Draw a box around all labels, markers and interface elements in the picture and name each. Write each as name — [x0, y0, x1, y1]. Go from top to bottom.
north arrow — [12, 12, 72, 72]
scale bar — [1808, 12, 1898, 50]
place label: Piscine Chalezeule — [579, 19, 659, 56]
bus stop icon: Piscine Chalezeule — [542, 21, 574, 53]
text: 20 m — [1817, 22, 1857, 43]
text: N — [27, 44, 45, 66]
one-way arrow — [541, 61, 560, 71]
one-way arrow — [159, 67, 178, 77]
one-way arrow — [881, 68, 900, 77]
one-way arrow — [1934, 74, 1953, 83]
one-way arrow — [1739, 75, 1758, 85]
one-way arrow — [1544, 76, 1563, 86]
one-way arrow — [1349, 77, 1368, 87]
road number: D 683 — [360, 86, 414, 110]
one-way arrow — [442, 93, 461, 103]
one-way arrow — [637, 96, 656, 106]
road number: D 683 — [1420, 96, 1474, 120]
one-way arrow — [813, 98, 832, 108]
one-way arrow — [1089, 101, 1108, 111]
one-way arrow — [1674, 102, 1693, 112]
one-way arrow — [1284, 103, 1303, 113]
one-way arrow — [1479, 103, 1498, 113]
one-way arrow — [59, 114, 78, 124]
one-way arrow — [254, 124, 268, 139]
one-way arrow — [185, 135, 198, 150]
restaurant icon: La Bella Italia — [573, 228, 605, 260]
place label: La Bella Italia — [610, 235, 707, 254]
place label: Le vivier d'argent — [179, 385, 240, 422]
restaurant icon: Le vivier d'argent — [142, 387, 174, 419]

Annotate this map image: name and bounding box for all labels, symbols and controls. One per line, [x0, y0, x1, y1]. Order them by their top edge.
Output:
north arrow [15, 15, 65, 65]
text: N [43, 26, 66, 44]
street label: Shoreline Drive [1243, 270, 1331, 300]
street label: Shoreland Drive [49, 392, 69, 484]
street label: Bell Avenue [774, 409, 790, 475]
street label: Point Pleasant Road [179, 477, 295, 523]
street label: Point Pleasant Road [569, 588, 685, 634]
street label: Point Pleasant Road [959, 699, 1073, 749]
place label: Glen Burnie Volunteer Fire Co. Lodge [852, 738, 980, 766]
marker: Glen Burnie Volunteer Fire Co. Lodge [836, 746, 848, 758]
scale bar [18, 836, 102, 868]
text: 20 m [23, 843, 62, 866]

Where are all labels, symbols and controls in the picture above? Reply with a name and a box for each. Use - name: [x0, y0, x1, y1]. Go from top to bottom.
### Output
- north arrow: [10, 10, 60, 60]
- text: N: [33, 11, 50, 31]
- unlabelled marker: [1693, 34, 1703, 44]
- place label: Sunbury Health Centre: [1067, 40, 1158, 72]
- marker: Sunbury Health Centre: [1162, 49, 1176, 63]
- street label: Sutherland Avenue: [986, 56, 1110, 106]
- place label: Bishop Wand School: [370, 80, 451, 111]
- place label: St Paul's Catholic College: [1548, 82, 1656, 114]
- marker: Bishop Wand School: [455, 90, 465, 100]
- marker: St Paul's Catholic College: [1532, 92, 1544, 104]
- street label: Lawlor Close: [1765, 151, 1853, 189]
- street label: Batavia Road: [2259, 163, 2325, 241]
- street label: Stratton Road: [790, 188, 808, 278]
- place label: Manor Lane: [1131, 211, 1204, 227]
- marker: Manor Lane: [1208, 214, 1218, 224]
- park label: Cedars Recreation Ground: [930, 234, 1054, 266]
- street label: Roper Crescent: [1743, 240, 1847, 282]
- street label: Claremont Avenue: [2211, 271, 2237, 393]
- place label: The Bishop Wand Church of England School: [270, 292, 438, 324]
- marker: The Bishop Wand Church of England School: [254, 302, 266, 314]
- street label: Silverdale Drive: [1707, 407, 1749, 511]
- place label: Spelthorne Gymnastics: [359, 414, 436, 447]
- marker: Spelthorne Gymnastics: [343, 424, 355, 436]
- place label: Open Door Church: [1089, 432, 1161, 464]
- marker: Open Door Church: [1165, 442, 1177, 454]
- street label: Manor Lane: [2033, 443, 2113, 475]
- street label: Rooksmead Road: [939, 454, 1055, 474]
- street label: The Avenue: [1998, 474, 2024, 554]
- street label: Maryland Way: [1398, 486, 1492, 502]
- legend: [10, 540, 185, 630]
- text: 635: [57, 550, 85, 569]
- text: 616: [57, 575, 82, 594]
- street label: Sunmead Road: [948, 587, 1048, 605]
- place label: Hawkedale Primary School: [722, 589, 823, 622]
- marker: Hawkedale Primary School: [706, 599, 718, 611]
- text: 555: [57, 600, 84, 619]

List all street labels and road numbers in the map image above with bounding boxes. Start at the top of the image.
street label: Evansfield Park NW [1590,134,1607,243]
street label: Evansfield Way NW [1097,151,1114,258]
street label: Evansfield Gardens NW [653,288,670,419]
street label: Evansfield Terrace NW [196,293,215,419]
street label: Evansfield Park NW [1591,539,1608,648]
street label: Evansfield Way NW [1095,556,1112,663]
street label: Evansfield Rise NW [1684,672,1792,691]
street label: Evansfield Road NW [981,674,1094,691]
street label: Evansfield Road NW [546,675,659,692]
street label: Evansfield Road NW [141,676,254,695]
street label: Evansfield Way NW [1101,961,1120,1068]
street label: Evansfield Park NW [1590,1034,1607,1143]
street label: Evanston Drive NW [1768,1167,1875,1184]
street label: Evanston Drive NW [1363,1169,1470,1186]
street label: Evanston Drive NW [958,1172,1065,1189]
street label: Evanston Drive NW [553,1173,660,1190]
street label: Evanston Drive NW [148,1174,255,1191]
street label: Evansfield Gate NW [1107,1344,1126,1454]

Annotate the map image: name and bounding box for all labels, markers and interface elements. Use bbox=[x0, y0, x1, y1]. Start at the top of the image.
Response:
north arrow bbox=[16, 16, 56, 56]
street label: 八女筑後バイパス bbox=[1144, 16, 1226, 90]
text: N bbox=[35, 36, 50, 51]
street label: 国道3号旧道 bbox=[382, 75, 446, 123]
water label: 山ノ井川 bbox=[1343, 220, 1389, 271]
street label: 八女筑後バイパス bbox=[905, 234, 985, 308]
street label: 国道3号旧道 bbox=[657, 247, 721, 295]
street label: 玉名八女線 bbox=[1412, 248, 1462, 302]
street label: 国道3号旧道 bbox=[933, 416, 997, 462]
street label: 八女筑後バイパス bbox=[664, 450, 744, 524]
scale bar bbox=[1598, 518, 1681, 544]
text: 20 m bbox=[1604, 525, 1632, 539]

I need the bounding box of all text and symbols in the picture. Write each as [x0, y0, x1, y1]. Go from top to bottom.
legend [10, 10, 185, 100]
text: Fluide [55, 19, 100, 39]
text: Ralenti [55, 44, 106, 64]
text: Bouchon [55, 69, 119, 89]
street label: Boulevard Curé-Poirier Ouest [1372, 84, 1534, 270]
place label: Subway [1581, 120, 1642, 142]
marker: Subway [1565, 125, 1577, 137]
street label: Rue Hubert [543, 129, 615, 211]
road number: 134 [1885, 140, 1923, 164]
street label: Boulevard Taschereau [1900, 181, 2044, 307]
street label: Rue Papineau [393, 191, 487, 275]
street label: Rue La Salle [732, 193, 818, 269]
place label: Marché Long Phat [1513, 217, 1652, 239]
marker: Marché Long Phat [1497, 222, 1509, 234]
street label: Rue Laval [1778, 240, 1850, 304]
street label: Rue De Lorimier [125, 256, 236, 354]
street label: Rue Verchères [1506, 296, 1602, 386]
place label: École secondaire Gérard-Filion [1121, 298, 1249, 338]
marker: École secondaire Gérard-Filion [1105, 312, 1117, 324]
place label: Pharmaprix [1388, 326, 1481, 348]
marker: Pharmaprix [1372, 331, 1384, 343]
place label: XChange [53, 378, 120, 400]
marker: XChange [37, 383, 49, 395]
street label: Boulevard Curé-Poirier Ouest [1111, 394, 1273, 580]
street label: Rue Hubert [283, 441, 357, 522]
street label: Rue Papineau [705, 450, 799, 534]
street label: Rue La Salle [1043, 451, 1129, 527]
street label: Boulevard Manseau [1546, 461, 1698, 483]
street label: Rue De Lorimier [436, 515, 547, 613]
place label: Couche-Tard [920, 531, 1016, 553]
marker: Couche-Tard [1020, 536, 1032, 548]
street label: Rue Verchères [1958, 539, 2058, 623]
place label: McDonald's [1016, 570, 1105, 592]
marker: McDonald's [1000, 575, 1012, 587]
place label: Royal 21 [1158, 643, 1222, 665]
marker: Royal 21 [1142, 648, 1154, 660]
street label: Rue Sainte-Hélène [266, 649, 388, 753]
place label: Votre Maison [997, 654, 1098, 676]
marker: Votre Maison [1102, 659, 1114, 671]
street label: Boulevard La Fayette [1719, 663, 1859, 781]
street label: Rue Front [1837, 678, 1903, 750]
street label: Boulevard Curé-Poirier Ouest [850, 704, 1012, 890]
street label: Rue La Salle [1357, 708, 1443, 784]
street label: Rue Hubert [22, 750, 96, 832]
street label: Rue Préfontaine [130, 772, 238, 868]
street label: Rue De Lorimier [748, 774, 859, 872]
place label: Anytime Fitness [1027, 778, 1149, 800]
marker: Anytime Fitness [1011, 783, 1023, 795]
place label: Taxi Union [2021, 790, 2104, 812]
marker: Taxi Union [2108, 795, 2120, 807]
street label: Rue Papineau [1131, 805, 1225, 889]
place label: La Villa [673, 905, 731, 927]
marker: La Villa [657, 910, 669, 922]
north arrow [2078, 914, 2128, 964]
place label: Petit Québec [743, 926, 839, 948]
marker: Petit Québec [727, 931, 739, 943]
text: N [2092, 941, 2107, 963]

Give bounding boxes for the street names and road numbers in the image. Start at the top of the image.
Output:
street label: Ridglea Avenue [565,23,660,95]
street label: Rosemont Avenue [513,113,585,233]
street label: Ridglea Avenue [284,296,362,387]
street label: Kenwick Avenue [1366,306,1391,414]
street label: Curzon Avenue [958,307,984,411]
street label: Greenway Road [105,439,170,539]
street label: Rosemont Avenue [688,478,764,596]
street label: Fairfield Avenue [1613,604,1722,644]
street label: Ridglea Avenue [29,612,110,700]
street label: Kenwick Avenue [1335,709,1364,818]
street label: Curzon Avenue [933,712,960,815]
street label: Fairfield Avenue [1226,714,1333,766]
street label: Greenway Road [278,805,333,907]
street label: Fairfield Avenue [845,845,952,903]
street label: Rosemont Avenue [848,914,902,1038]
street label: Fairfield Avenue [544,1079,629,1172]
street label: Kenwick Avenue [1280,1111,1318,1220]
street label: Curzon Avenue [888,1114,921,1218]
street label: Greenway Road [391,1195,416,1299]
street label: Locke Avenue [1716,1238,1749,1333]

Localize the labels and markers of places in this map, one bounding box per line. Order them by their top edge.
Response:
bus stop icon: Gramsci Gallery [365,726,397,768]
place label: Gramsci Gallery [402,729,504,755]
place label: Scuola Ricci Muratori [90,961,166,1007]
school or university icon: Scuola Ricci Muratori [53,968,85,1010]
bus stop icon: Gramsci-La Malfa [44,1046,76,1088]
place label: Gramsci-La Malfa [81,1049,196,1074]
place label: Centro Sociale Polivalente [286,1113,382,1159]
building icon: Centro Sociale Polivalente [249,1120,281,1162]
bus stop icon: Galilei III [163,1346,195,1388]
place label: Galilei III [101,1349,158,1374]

- [The task]: Filter the data above, keeping only lines that include the string "Point".

- [The answer]:
street label: Point Pleasant Road [179, 477, 295, 523]
street label: Point Pleasant Road [569, 588, 685, 634]
street label: Point Pleasant Road [959, 699, 1073, 749]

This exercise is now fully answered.